Recensione “La figlia del mercante di tè” di Janet MacLeod Trotter

 

 

 

 

 

 

India, 1905. Clarissa e Olive Belhaven vedono minacciata la loro vita e la loro piantagione di tè dai debiti del padre alcolizzato. Wesley Robson, uno sfacciato e giovane imprenditore, si offre di salvare la piantagione in cambio della mano di Clarissa, ma il padre rifiuta. Quando l’uomo muore, le sue figlie sono costrette a tornare in Inghilterra dallo zio e lavorare nel suo pub a Newcastle. Clarissa è sconvolta dalla povertà che la circonda e non sopporta la cugina. Decide quindi di lasciare il pub e di fare da governante per un gentile avvocato, Herbert Stock. E quando accetta di diventare sua moglie, in lei si fa strada anche un sogno: aprire una sala da tè, un luogo in cui far rivivere i profumi e le tradizioni della sua terra lontana.
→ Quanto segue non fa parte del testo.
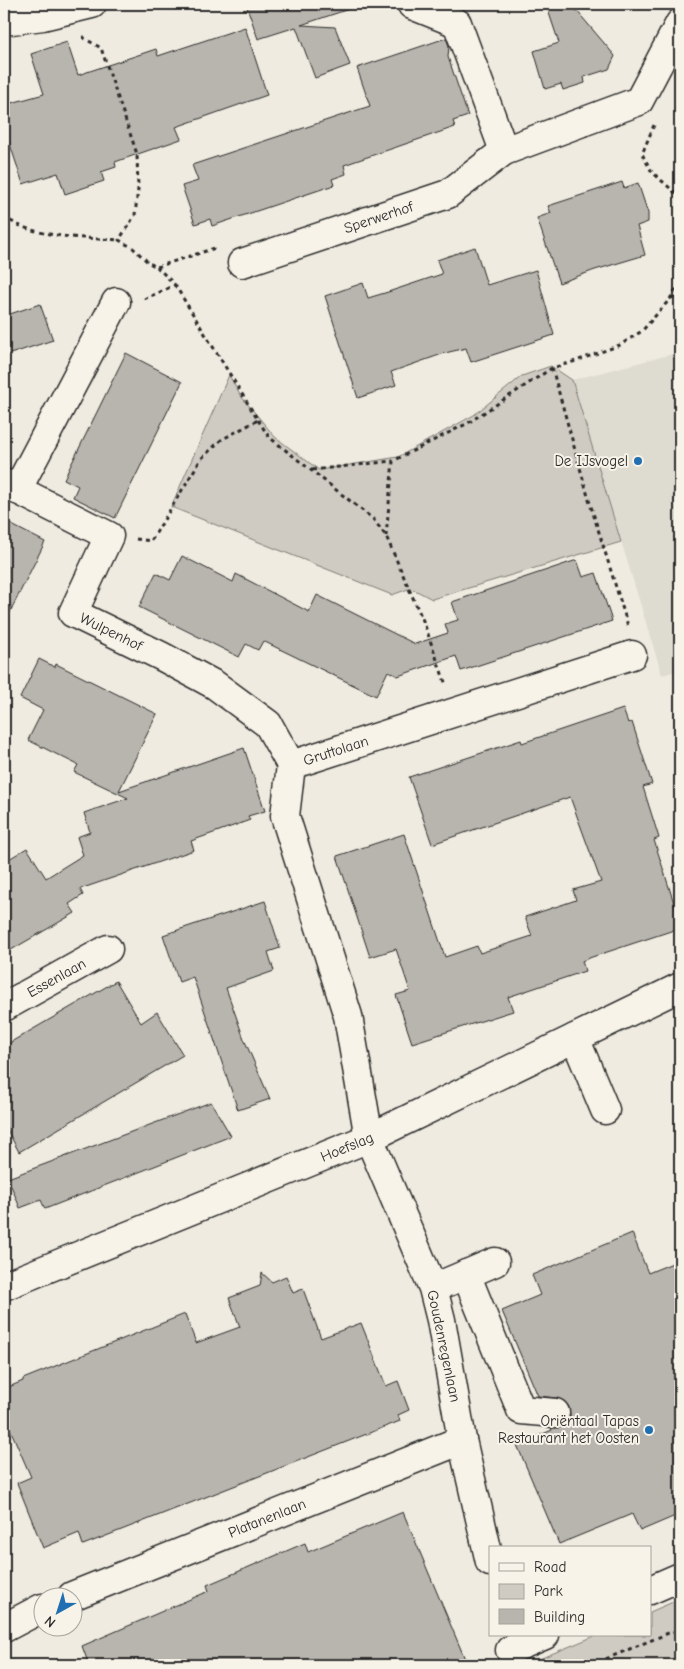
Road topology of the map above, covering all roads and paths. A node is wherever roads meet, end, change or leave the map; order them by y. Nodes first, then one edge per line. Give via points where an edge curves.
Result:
1 (412, 5) dead end
2 (83, 6) edge
3 (4, 21) edge
4 (680, 23) edge
5 (639, 101) junction
6 (504, 151) junction
7 (680, 196) edge
8 (4, 216) edge
9 (120, 240) junction
10 (242, 264) joint
11 (157, 267) junction
12 (680, 282) edge
13 (175, 285) junction
14 (680, 295) edge
15 (670, 299) junction
16 (116, 302) joint
17 (552, 368) junction
18 (258, 420) junction
19 (393, 461) junction
20 (312, 470) junction
21 (11, 486) edge
22 (109, 536) junction
23 (386, 536) junction
24 (632, 655) joint
25 (456, 711) junction
26 (291, 765) junction
27 (108, 949) dead end
28 (680, 986) edge
29 (4, 1007) edge
30 (575, 1038) junction
31 (605, 1110) dead end
32 (369, 1138) junction
33 (495, 1262) dead end
34 (466, 1274) junction
35 (7, 1276) edge
36 (433, 1288) junction
37 (555, 1413) dead end
38 (462, 1440) junction
39 (489, 1558) edge
40 (680, 1577) edge
41 (652, 1589) edge
42 (82, 1592) edge
43 (32, 1613) edge
44 (4, 1628) edge
45 (680, 1632) edge
46 (543, 1636) edge
47 (510, 1650) edge
48 (591, 1665) edge

1 - 6 street via 457,23
2 - 3 street
2 - 9 path via 84,38 101,48 137,154 135,215
4 - 5 street
5 - 6 street, Sperwerhof
5 - 7 path via 659,116 642,154 652,172
6 - 10 street, Sperwerhof via 448,194
8 - 9 path via 10,222 41,233
9 - 11 path
10 - 11 path via 229,243
11 - 13 path
12 - 15 path
13 - 16 path via 138,302
13 - 18 path
14 - 15 path
15 - 17 path via 642,331 620,345
16 - 21 street
17 - 19 path via 468,422
17 - 24 path via 634,644
18 - 20 path via 269,437
18 - 22 path via 221,440 201,459 151,541
19 - 20 path
19 - 23 path
20 - 23 path via 373,518
21 - 22 street
22 - 26 street, Wulpenhof via 73,613 215,685 268,724
23 - 25 path via 424,623
24 - 25 street, Gruttolaan
25 - 26 street, Gruttolaan
26 - 32 street, Gruttolaan via 285,816 348,1016
27 - 29 street, Essenlaan
28 - 30 street, Hoefslag
30 - 31 street
30 - 32 street, Hoefslag
32 - 35 street, Hoefslag
32 - 36 street, Goudenregenlaan
33 - 34 street
34 - 36 street
34 - 37 street via 521,1410
36 - 38 street, Goudenregenlaan
38 - 39 street, Goudenregenlaan
38 - 42 street, Platanenlaan
40 - 41 street
43 - 44 street
45 - 48 path via 671,1632
46 - 47 street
Ma quando il suo desiderio di realizza, Clarissa dovrà fronteggiare ostacoli e imprevisti. Il figlio di Herbert infatti non la sopporta e Wesley Robson torna improvvisamente nella sua vita con una rivelazione scioccante… Chi è quest’uomo e cosa desidera ancora da Clarissa?

 

Una meravigliosa storia che si snoda dall’inizio del secolo scorso fino alla fine della Grande Guerra e Clarissa Belhaven ne è la coraggiosa protagonista.

Una ragazza abituata agli agi della borghesia indiana viene brutalmente catapultata nella dura e grigia realtà di una fumosa Inghilterra dei primi del ‘900 quando il padre, un vedovo disperato e alcolizzato, lascia lei e la sorella Olive senza un soldo.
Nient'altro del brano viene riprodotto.